Au début, au moins certains membres de tous les groupes ont entendu le son même quand il n’était pas là. Mais les chercheurs ont constaté que les médiums et les personnes sujettes à la psychose étaient plus susceptibles d’entendre le ton quand aucun n’était présenté que ceux qui n’entendaient pas de voix. Les deux groupes auditifs étaient également beaucoup plus confiants dans leur affirmation que le son avait eu lieu., Powers et Corlett ont pris ces rapports pour signifier que ces groupes avaient développé des croyances extrêmement fortes que les indices visuels étaient associés à des tons. Leur croyance antérieure qu’un ton était toujours accompagné d’un son conduisait à l’hallucination auditive.
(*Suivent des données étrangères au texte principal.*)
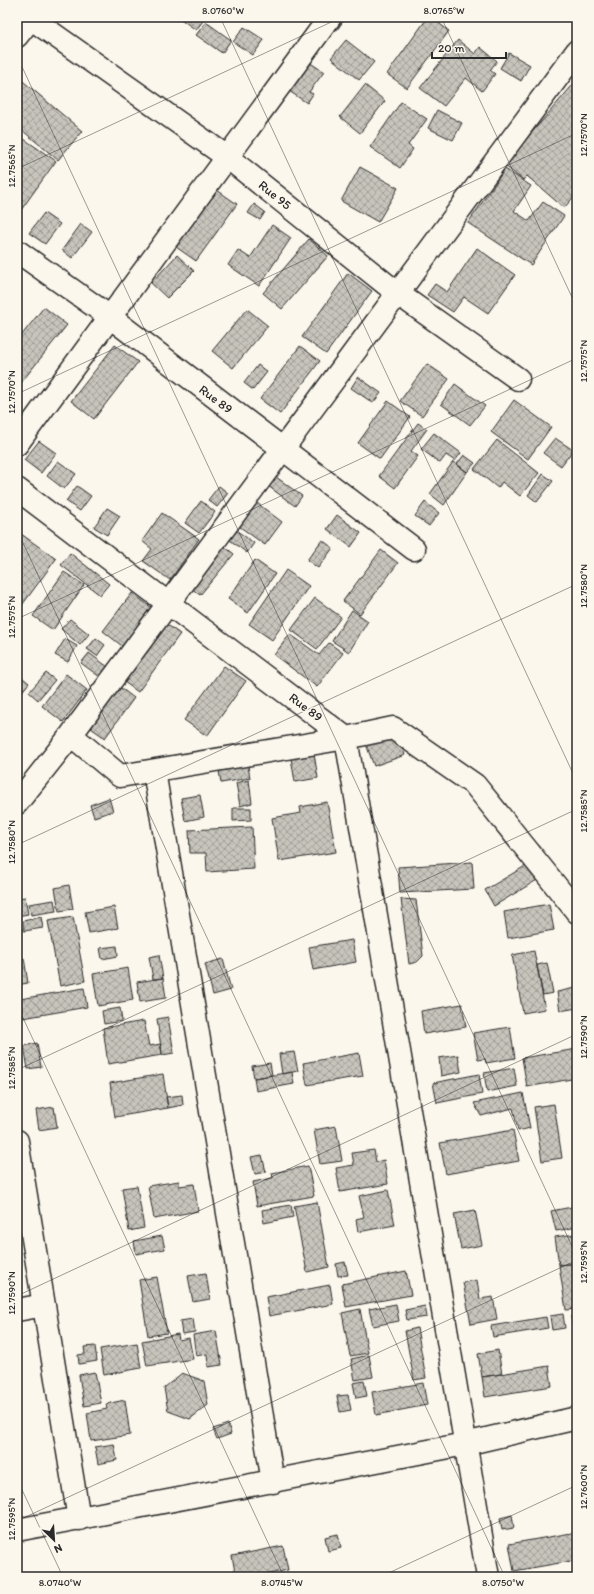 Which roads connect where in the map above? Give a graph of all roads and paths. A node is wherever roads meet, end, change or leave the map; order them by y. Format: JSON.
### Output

lorsque les chercheurs ont effectué des essais supplémentaires sans tonalité, cependant, les médiums et le groupe d’adultes en bonne santé qui n’entendaient pas de voix ont pu réviser leurs croyances sur l’association, ou l’absence de celle-ci, entre le damier et le ton., Mais ceux de l’étude qui avaient été diagnostiqués avec une maladie psychotique—à la fois les auditeurs et les non-auditeurs—ont été incapables de détecter que le ton n’était plus présent. ” Les résultats correspondent très bien à ce que nous observons cliniquement quotidiennement ici au centre », explique Corlett. « Les personnes atteintes d’une maladie psychotique trouvent leurs perceptions vraiment difficiles à abandonner, même lorsque tout le monde est d’accord pour dire que ce qu’elles entendent ne se produit pas réellement., »L’imagerie par résonance magnétique fonctionnelle a révélé que ceux qui avaient du mal à mettre à jour leurs croyances cognitives avaient moins d’activité neuronale dans leur gyri parahippocampique et leur cervelet, régions associées à la formation de la mémoire et à faire des prédictions sur leur propre corps.
Les résultats, publiés aujourd’hui dans Science, fournissent un aperçu d’un mécanisme neuronal commun qui peut entraîner des hallucinations auditives ainsi que ce qui peut rendre ces expériences plus débilitantes chez certaines personnes., « Cette étude appuie l’idée qu’il existe une sorte de continuum de la maladie mentale à la santé”, explique Abi-dargham. Les chercheurs pourront peut—être utiliser ces informations pour guider le développement de nouvelles thérapies-qu’il s’agisse de médicaments ou de stimulation cérébrale (comme la stimulation magnétique transcrânienne) qui ciblent les régions les plus touchées chez les patients atteints de schizophrénie et d’autres troubles, dit-elle.,
bien que cela puisse prendre un certain temps avant que de telles thérapies soient prêtes pour une utilisation clinique, Powers et Corlett restent prudemment optimistes qu’ils peuvent encore apprendre beaucoup sur le fonctionnement du cerveau en examinant la plus grande différence entre les patients atteints de psychose et les médiums: en particulier, comment un changement de croyances peut affecter les perceptions. Ils comparent le phénomène à l’effet placebo par lequel les personnes qui croient qu’une pilule fonctionnera voient un soulagement automatique de leurs symptômes. ” Le pouvoir de l’esprit sur lui-même est incroyable », dit Powers., « Nous commençons à peine à comprendre la biologie derrière cela.”